* _What you need to do_: Filter the data for lines with the word "bridge", then copy every line so identified.
***
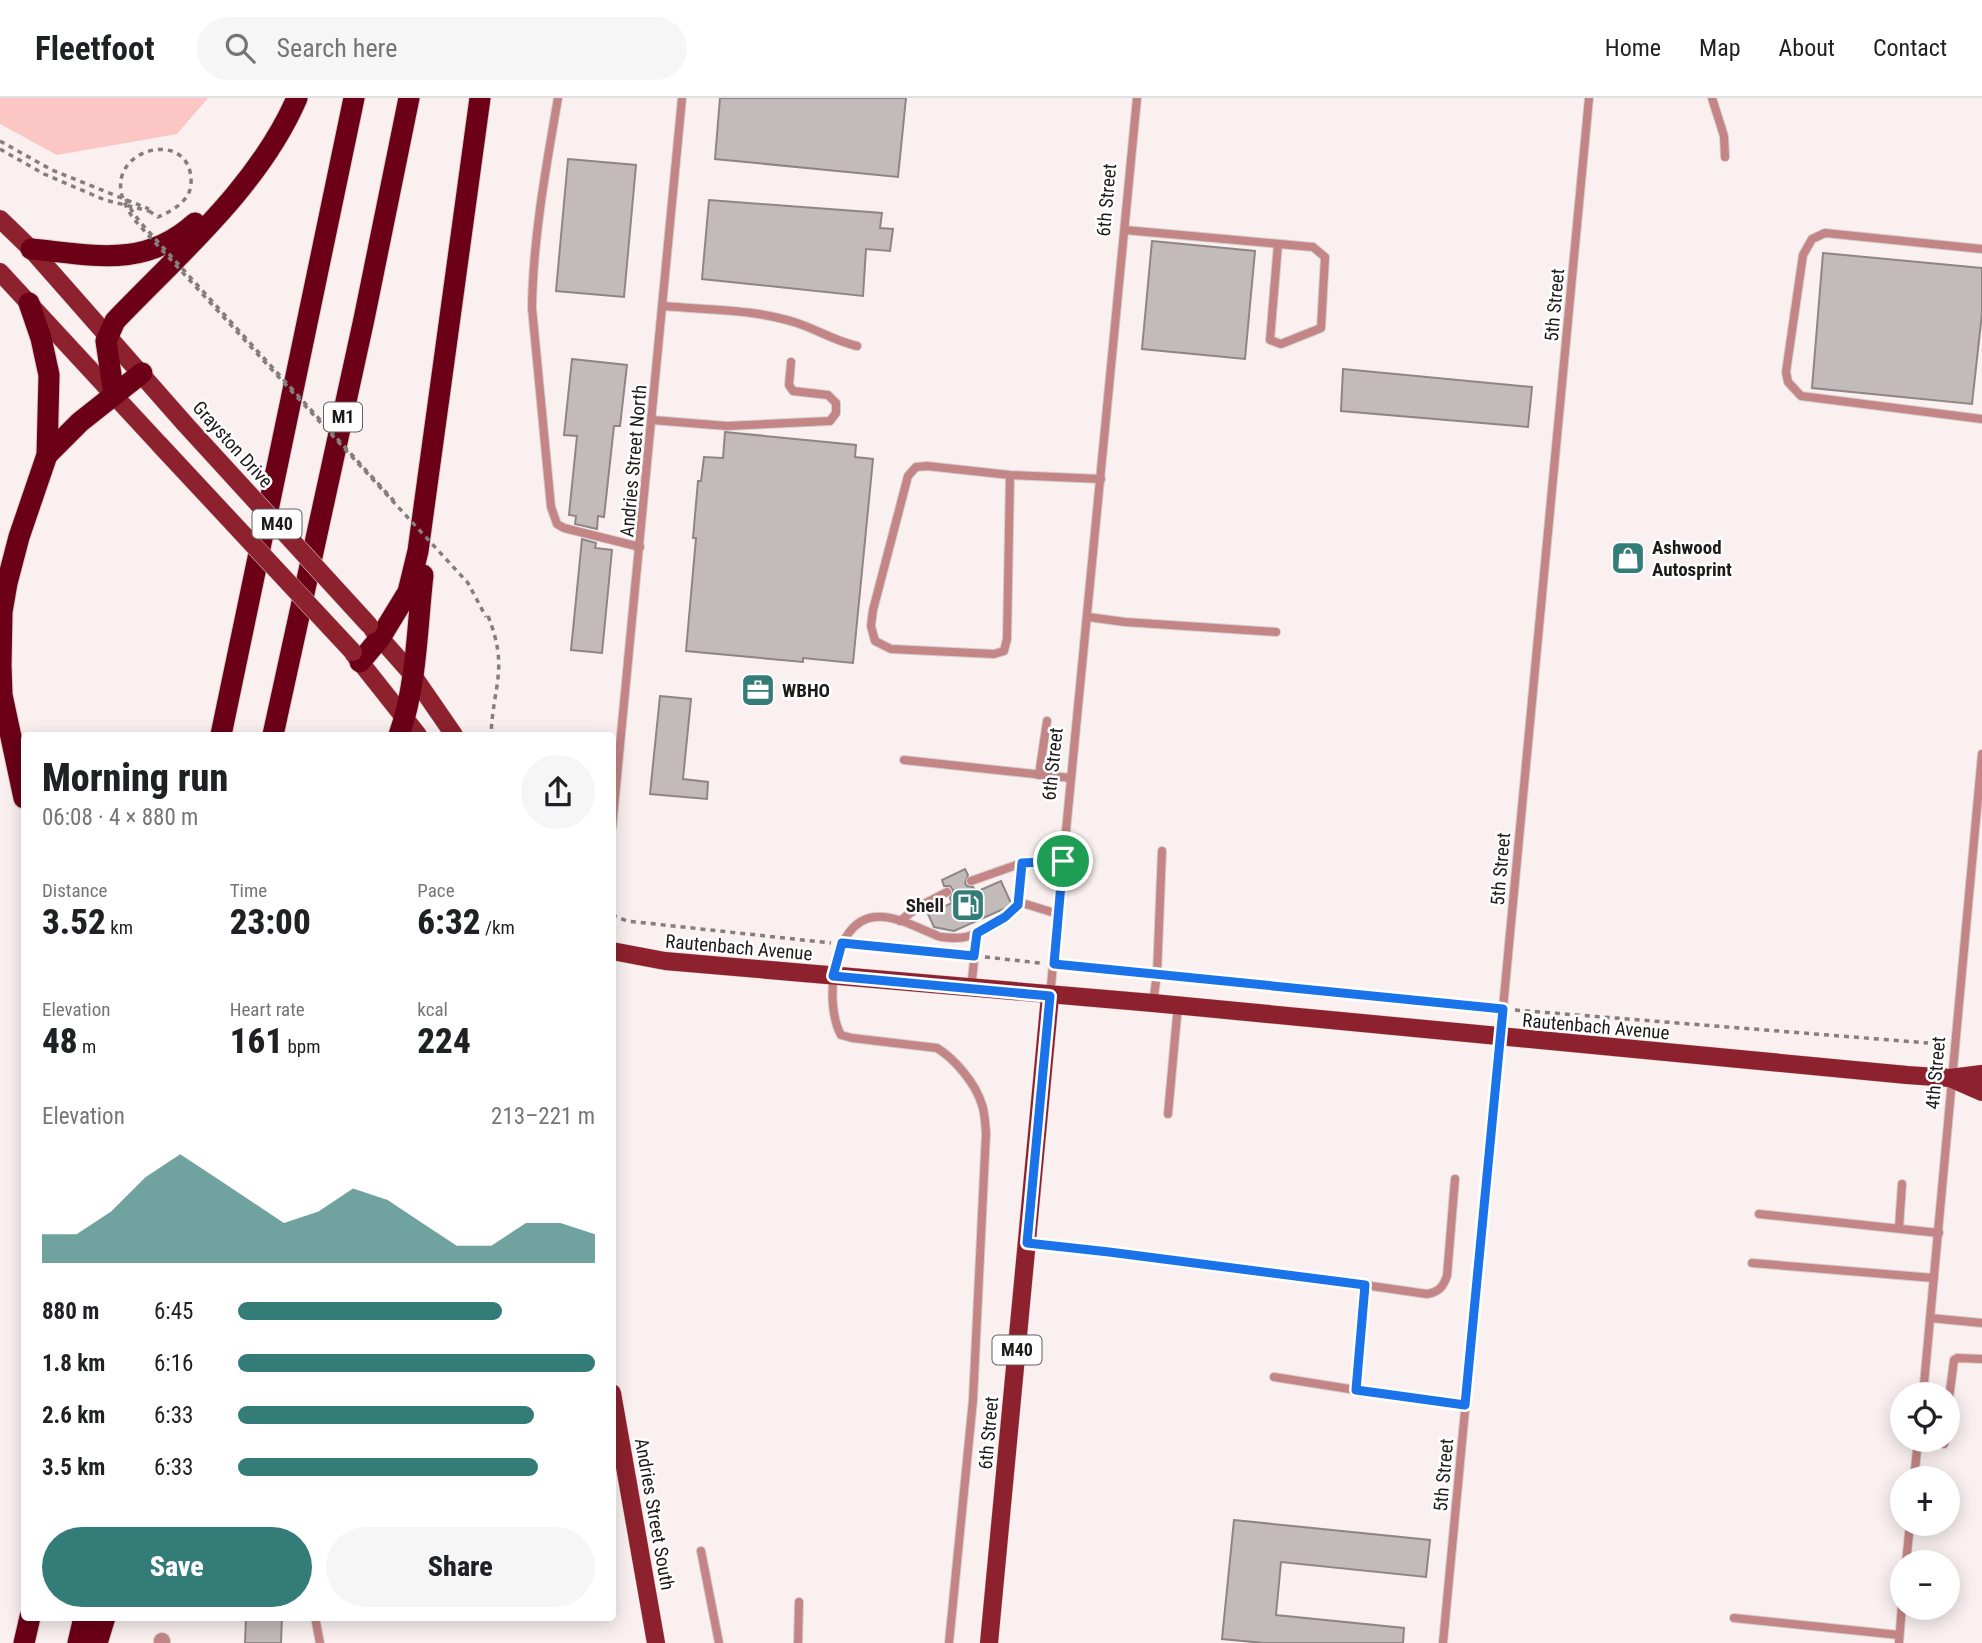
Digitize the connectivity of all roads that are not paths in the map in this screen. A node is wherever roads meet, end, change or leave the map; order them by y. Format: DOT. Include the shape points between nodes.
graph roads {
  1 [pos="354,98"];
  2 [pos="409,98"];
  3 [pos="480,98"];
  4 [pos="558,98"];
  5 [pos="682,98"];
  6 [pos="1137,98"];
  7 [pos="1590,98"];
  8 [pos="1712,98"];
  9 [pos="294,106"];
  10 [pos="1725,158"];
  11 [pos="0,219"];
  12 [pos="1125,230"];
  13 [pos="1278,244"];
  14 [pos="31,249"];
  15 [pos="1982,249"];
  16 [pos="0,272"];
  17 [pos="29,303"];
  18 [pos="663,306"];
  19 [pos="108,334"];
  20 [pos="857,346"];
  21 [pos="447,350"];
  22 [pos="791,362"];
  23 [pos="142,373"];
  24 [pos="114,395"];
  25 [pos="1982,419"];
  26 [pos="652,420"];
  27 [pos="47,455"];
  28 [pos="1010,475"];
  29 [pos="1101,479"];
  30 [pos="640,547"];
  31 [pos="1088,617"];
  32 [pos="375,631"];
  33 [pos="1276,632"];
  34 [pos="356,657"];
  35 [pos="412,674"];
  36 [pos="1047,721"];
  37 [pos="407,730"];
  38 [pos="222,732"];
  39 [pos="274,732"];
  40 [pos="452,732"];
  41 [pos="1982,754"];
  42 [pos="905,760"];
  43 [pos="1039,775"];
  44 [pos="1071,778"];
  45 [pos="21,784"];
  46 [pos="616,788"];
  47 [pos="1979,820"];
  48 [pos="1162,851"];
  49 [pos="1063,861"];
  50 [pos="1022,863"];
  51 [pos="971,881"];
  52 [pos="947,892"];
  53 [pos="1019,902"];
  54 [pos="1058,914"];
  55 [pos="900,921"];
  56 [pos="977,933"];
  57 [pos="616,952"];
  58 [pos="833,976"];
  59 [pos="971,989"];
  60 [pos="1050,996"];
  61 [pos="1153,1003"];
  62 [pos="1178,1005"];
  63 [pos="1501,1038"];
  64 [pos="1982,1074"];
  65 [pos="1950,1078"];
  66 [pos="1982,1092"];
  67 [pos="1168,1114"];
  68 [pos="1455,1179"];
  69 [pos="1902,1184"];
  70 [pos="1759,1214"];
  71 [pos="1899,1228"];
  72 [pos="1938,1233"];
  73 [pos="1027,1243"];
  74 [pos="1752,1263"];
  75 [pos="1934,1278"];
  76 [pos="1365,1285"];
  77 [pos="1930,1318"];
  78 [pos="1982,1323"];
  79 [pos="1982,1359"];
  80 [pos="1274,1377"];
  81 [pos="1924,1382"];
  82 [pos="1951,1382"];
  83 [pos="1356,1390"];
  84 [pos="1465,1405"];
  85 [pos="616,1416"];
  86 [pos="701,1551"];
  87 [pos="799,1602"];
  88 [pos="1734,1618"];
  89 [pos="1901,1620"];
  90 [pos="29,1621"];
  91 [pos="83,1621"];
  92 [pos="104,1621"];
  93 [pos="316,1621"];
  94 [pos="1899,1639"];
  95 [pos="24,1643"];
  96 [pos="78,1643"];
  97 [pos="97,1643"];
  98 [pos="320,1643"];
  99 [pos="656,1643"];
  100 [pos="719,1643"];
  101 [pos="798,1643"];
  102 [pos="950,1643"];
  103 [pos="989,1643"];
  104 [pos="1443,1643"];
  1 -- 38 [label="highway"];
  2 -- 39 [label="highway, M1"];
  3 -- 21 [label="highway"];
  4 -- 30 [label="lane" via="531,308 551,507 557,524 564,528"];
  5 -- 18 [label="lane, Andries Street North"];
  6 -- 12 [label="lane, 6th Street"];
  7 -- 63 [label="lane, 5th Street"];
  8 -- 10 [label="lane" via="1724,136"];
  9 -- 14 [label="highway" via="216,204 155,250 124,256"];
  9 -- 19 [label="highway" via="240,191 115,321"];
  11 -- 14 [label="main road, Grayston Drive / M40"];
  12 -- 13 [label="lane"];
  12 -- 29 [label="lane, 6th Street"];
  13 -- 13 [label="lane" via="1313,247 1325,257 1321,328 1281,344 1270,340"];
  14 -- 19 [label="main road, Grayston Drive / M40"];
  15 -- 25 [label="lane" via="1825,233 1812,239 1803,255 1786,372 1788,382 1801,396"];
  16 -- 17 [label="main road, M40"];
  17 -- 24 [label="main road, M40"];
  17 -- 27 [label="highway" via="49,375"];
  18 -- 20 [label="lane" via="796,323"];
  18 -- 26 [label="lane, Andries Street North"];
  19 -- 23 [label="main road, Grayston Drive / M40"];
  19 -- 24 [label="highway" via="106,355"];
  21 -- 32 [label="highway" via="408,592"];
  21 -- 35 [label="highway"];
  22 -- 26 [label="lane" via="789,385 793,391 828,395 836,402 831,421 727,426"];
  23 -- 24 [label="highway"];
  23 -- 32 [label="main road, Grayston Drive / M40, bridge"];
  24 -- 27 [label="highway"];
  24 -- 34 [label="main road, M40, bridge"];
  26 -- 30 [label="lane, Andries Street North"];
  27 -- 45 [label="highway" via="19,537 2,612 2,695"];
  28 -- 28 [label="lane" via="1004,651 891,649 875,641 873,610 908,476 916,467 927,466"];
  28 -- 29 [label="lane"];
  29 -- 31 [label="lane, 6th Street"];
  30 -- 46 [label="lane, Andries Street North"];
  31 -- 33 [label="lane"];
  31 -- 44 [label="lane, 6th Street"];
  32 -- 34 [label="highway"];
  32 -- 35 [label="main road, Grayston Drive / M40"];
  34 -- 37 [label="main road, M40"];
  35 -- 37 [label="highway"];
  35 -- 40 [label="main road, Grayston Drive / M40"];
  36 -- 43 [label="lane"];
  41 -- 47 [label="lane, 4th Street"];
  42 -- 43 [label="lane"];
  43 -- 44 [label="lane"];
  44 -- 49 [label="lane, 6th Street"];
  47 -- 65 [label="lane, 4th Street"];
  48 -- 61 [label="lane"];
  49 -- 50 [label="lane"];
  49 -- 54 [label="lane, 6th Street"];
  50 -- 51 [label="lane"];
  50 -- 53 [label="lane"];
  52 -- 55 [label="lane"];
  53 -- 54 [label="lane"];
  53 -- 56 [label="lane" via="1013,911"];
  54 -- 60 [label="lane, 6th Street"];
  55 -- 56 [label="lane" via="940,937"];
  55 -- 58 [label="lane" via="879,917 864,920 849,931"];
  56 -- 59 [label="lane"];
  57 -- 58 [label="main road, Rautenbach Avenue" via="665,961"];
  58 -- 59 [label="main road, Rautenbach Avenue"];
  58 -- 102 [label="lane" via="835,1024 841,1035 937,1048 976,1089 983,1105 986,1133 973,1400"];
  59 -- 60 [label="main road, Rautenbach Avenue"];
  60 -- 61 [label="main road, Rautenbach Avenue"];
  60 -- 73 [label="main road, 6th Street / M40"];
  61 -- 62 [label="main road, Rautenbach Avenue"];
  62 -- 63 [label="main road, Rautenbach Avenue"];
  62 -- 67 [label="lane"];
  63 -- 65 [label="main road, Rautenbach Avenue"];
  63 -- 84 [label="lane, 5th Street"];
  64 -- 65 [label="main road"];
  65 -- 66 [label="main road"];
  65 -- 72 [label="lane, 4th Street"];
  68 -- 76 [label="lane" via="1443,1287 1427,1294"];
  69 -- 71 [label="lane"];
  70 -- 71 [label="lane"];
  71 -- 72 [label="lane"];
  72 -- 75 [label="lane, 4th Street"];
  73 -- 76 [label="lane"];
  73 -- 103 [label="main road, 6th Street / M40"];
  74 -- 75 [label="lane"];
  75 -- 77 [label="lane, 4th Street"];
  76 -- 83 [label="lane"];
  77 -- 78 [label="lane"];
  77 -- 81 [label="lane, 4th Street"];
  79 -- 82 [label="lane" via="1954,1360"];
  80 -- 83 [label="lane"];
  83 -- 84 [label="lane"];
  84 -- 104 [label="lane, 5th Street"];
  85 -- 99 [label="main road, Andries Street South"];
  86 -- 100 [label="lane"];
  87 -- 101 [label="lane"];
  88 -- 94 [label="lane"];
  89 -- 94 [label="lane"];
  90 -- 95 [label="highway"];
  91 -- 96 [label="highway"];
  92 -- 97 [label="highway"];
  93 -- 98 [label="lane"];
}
***
* _Answer to the exercise_:
  23 -- 32 [label="main road, Grayston Drive / M40, bridge"];
  24 -- 34 [label="main road, M40, bridge"];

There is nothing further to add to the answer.